----- Excerpted records

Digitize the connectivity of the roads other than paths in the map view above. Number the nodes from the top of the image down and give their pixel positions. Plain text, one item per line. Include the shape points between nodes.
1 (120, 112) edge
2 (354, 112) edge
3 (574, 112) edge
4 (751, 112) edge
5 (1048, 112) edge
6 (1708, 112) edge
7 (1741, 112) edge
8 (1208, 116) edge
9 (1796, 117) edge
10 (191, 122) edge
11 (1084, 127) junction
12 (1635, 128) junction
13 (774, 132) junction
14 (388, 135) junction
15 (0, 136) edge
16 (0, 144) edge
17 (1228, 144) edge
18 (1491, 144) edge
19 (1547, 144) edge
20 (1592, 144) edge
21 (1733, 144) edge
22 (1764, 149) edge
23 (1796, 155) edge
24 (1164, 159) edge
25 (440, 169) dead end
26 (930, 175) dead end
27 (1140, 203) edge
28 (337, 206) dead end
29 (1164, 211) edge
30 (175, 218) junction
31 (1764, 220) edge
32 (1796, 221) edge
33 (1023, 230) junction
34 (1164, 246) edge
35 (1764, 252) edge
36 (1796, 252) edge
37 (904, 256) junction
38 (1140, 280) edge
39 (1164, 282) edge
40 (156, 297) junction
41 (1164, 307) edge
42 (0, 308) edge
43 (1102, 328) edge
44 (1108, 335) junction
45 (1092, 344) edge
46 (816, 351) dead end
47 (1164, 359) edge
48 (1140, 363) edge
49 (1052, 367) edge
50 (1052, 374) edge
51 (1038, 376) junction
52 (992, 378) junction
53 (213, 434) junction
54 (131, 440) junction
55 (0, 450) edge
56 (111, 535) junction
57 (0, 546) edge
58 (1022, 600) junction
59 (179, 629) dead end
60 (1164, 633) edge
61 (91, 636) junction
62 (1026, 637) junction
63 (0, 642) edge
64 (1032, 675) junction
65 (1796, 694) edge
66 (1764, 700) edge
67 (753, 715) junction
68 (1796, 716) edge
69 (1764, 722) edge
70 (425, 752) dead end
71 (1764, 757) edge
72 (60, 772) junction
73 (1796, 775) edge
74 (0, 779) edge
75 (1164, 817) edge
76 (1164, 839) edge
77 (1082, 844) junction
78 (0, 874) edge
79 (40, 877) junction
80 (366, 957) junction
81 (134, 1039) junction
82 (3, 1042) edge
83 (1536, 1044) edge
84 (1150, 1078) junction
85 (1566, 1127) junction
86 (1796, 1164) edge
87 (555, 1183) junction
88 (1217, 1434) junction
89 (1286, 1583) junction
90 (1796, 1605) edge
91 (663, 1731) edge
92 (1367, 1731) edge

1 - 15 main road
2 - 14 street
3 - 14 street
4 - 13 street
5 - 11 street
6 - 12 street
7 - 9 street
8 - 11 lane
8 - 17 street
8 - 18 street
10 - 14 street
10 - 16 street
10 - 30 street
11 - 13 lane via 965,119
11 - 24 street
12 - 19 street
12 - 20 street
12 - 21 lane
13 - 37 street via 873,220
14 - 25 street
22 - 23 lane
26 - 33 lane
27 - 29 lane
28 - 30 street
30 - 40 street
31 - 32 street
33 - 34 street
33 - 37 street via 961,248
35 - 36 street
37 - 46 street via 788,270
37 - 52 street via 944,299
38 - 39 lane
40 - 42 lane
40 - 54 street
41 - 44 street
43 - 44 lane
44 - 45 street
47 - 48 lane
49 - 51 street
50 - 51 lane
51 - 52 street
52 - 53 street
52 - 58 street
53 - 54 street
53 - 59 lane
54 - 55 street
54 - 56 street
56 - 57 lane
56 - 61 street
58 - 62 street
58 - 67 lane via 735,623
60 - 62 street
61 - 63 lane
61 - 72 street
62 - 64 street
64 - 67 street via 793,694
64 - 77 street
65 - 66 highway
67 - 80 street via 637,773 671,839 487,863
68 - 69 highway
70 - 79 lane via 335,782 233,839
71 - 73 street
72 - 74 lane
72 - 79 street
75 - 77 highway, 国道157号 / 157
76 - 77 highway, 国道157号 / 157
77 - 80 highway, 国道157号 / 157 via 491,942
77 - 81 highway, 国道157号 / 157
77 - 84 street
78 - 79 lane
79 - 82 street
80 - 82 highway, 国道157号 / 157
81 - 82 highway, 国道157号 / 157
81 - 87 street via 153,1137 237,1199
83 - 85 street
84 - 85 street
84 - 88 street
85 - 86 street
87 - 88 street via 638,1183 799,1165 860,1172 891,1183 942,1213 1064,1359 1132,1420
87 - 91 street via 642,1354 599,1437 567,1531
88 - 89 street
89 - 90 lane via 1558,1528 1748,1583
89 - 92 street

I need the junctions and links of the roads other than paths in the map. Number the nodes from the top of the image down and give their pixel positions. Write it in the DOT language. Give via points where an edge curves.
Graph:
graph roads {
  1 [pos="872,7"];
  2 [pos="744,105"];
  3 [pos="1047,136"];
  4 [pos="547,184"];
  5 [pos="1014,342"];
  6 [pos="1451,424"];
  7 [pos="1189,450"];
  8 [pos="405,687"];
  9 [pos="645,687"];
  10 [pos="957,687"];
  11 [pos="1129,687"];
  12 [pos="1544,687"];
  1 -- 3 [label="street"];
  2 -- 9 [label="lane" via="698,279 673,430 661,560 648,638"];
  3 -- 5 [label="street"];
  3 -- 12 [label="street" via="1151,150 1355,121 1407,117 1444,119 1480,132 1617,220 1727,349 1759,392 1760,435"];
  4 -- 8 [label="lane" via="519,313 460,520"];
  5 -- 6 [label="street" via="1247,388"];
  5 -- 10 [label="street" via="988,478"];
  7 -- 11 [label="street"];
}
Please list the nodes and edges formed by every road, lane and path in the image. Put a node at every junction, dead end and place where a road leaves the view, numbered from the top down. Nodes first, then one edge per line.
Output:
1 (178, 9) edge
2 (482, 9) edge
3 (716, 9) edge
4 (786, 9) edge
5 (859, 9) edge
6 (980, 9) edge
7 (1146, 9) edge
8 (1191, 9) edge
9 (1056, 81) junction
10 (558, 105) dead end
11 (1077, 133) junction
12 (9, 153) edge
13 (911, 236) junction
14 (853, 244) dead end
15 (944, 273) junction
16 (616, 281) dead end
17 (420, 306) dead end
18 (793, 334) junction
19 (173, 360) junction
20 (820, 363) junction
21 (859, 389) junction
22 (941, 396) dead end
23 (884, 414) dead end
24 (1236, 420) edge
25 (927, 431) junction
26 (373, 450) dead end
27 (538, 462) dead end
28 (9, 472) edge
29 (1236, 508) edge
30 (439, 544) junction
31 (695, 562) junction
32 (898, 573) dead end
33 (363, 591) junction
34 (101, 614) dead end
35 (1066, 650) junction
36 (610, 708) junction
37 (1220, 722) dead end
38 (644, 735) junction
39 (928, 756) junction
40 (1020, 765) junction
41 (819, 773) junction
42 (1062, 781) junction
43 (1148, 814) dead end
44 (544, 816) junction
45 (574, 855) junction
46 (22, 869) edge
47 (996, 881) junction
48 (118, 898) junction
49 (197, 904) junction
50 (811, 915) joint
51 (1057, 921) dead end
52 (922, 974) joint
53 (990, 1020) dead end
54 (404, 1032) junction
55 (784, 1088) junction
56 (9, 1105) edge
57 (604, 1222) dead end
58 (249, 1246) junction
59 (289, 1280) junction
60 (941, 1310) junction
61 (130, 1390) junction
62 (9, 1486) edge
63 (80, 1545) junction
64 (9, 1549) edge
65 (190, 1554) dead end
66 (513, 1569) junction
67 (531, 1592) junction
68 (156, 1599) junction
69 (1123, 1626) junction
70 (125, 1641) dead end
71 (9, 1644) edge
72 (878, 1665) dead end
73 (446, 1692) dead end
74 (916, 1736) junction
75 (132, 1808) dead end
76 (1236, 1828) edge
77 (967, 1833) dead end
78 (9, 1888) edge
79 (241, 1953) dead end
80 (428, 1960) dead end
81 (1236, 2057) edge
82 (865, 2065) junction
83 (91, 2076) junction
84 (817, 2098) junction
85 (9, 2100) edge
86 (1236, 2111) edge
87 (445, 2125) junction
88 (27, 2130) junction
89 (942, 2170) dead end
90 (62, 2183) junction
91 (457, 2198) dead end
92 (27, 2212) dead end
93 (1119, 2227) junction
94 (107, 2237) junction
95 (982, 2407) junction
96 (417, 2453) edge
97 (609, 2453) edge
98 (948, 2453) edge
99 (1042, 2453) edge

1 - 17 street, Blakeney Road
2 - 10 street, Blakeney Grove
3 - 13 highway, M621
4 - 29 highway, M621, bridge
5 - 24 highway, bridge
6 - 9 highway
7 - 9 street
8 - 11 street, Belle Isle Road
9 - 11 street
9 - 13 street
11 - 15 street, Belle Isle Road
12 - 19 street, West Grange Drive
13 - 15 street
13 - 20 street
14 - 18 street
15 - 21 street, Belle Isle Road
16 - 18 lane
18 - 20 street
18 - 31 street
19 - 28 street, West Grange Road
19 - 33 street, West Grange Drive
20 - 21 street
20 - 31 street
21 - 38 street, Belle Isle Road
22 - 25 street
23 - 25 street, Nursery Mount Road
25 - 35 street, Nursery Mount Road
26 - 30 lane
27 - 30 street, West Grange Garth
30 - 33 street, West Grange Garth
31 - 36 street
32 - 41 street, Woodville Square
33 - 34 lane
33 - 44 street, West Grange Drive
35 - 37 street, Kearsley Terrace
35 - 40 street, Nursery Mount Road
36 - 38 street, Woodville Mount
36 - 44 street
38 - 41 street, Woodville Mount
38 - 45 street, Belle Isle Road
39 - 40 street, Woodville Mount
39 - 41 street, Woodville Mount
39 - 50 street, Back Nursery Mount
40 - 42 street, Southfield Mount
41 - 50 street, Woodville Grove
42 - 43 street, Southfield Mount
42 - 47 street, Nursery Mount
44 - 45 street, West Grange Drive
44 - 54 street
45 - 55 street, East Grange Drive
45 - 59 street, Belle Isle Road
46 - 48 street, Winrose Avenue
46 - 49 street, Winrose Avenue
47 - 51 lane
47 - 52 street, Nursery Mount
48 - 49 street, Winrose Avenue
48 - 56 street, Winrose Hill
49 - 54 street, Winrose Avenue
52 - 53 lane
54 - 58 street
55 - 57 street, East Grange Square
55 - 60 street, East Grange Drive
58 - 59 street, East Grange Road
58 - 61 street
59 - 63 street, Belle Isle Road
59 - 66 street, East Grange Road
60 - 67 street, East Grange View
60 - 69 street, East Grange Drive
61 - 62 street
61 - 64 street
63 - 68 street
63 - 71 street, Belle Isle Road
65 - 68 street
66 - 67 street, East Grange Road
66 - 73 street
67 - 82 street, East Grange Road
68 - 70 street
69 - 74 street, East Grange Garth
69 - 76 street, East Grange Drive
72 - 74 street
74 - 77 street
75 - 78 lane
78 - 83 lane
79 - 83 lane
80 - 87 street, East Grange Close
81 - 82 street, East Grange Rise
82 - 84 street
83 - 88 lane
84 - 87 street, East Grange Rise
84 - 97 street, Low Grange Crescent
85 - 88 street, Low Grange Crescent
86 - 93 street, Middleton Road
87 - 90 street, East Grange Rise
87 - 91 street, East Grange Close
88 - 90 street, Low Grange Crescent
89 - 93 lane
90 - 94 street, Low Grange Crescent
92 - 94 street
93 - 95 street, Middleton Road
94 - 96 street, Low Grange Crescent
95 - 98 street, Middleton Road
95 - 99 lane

----------

- Task statement:
Each line in the records above that contains the word "Grove" must be copied.

- Result of the exercise:
2 - 10 street, Blakeney Grove
41 - 50 street, Woodville Grove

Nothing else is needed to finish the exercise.